Plenty of iPhone 13 rumours doing the rounds this week - it will have an always-on screen, didn't you know? - but we're more interested in the - let's see - iPhone 15.

The prolific leaker Jon Prosser, or Prostradamus as we like to call him, says Apple has been working on two folding iPhones, and has since narrowed its focus down to the version based on a clamshell design. Prosser says this is currently known as the iPhone Flip.

With a design that's reminiscent of the Galaxy Z Flip, we also hear that the iPhone Flip will come in "fun colours", feature a flexible display probably supplied by LG (although Samsung is also in the running) and, rather unexpectedly, support the Apple Pencil.

But Prosser and a later report from the analysis company Omdia agree that it's a long way off: 2023 currently looks likely - assuming it ever launches at all.

Mark 16 March in your calendar

We've been expecting an Apple spring event for a while, but it all got a bit more real this week. Two Twitter sources separately - albeit very close together - named 16 March as the special date, which happens to coincide with what Jon Prosser predicted as long ago as October.

We're still on slightly shaky ground, admittedly: our predictions are both reputable and recent, but the ones that are recent are not reputable and the one that's reputable is not recent. However, it's worth pointing out that 16 March makes a lot of sense, and is roughly what we've been expecting for months. These aren't outliers.

As for content, expect the iPad range to be the focus of the evening's virtual festivities. The new iPad Pro is expected to launch in March, and there's a good chance we'll see a new iPad mini with trimmed-down bezels and a screen that's bumped from 7.9in to 8.4in.

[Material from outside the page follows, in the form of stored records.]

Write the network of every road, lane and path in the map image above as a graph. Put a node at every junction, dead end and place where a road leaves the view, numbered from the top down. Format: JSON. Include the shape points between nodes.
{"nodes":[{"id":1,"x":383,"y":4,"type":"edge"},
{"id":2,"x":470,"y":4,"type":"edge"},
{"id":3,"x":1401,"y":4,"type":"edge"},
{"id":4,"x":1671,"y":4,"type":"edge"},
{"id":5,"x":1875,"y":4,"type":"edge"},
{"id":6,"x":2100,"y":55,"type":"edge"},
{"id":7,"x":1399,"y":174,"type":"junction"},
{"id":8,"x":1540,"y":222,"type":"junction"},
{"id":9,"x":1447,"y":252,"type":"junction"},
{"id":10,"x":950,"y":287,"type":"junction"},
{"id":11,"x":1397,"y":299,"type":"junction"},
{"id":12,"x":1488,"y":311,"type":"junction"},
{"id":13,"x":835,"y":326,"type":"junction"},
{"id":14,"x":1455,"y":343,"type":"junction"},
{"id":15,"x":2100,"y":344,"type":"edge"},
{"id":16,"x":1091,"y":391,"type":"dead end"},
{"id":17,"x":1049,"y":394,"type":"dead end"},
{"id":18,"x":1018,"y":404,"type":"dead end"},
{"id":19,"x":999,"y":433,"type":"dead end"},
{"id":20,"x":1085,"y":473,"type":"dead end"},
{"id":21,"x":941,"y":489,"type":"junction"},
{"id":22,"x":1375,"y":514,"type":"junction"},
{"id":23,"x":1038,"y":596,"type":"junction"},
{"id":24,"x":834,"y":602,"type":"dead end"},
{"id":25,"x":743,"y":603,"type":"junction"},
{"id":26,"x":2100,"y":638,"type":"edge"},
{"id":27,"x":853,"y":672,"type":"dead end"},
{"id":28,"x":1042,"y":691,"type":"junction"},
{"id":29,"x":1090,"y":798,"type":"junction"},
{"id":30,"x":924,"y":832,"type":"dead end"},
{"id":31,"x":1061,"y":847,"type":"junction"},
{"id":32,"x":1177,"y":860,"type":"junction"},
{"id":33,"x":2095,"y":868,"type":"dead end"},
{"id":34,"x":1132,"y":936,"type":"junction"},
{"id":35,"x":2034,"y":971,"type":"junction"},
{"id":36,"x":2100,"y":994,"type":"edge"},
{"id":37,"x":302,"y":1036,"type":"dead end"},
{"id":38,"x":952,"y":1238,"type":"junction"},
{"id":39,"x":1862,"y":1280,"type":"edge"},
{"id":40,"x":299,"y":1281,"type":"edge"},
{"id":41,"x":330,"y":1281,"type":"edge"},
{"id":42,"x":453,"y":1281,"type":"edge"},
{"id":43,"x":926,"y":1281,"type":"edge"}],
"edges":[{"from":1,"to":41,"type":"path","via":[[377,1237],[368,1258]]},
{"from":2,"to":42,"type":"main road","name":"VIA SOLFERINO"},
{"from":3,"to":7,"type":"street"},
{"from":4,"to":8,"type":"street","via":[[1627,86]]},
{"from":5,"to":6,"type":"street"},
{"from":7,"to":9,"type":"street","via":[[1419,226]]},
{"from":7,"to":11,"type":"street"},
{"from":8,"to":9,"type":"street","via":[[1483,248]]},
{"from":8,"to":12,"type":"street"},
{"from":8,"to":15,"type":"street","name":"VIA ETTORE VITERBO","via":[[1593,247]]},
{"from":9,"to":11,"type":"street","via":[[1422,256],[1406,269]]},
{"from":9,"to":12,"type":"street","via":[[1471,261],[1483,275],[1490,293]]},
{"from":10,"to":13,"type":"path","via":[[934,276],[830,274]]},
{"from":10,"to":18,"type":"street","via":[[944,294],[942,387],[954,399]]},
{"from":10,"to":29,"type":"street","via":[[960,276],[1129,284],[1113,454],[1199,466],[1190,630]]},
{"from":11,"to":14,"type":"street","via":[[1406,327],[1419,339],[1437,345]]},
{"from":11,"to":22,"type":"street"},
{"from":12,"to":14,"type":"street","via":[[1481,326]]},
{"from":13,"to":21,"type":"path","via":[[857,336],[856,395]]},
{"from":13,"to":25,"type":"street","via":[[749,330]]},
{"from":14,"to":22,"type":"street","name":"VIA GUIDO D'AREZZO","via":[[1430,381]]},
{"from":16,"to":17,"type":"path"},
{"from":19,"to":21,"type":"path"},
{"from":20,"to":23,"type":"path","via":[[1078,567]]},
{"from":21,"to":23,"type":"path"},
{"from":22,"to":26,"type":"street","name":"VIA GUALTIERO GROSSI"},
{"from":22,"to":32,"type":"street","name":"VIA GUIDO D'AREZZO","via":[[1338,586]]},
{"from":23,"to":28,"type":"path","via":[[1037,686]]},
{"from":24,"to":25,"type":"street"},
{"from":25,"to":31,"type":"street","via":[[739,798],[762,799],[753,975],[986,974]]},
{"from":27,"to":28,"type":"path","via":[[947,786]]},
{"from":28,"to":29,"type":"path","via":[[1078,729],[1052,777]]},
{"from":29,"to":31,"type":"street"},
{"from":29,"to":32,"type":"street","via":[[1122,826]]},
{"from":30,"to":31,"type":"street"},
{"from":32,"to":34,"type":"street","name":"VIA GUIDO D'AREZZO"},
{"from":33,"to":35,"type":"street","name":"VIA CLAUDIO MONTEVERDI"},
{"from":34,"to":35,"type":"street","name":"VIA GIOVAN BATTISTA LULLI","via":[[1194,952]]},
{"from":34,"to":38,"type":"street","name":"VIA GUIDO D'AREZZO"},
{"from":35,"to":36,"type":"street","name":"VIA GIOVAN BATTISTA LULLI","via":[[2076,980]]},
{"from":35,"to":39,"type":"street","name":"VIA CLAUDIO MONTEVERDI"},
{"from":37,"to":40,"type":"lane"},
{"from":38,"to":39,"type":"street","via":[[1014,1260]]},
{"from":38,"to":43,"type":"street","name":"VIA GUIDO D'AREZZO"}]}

Prosser also reckons the AirTags are still on for a March launch. Put the date in your diary.

Update: Or maybe don't. Mark Gurman, who with the greatest of respect to Jon Prosser has more credibility as an analyst than the three sources above put together, says 16 March is definitely off. His comments appear to leave room for an event elsewhere in March, however.

'We have to inflict pain'

There is little or no love lost between Apple and Facebook these days, and we're starting to get a sense of how deep the dislike between the companies really runs.

The Wall Street Journal's sources report that at the height of hostilities Facebook CEO Mark Zuckerberg told his team "We have to inflict pain" on Apple. The outburst followed a TV interview when Tim Cook criticised Facebook's user-monetising business model.

As striking as we find the contrast between the relatively measured public statements and the vitriol expressed in private (Tim Cook appears to be an extremely decent human being, but we'd love to hear his unfiltered thoughts on the matter), it was always inevitable that two of the biggest companies of the age would end up on a collision course. They sit at opposite ends of the spectrum, with utterly incompatible philosophies of the future of technology.

Things have come to a head over the past 12 months. Apple has been leaning more and more into the importance of user privacy, leading to a "Saying the quiet part loud" moment when Facebook complained that users deciding whether or not they can be tracked would ruin its business model. (A complaint the Electronic Frontier Foundation described as laughable and wrong.)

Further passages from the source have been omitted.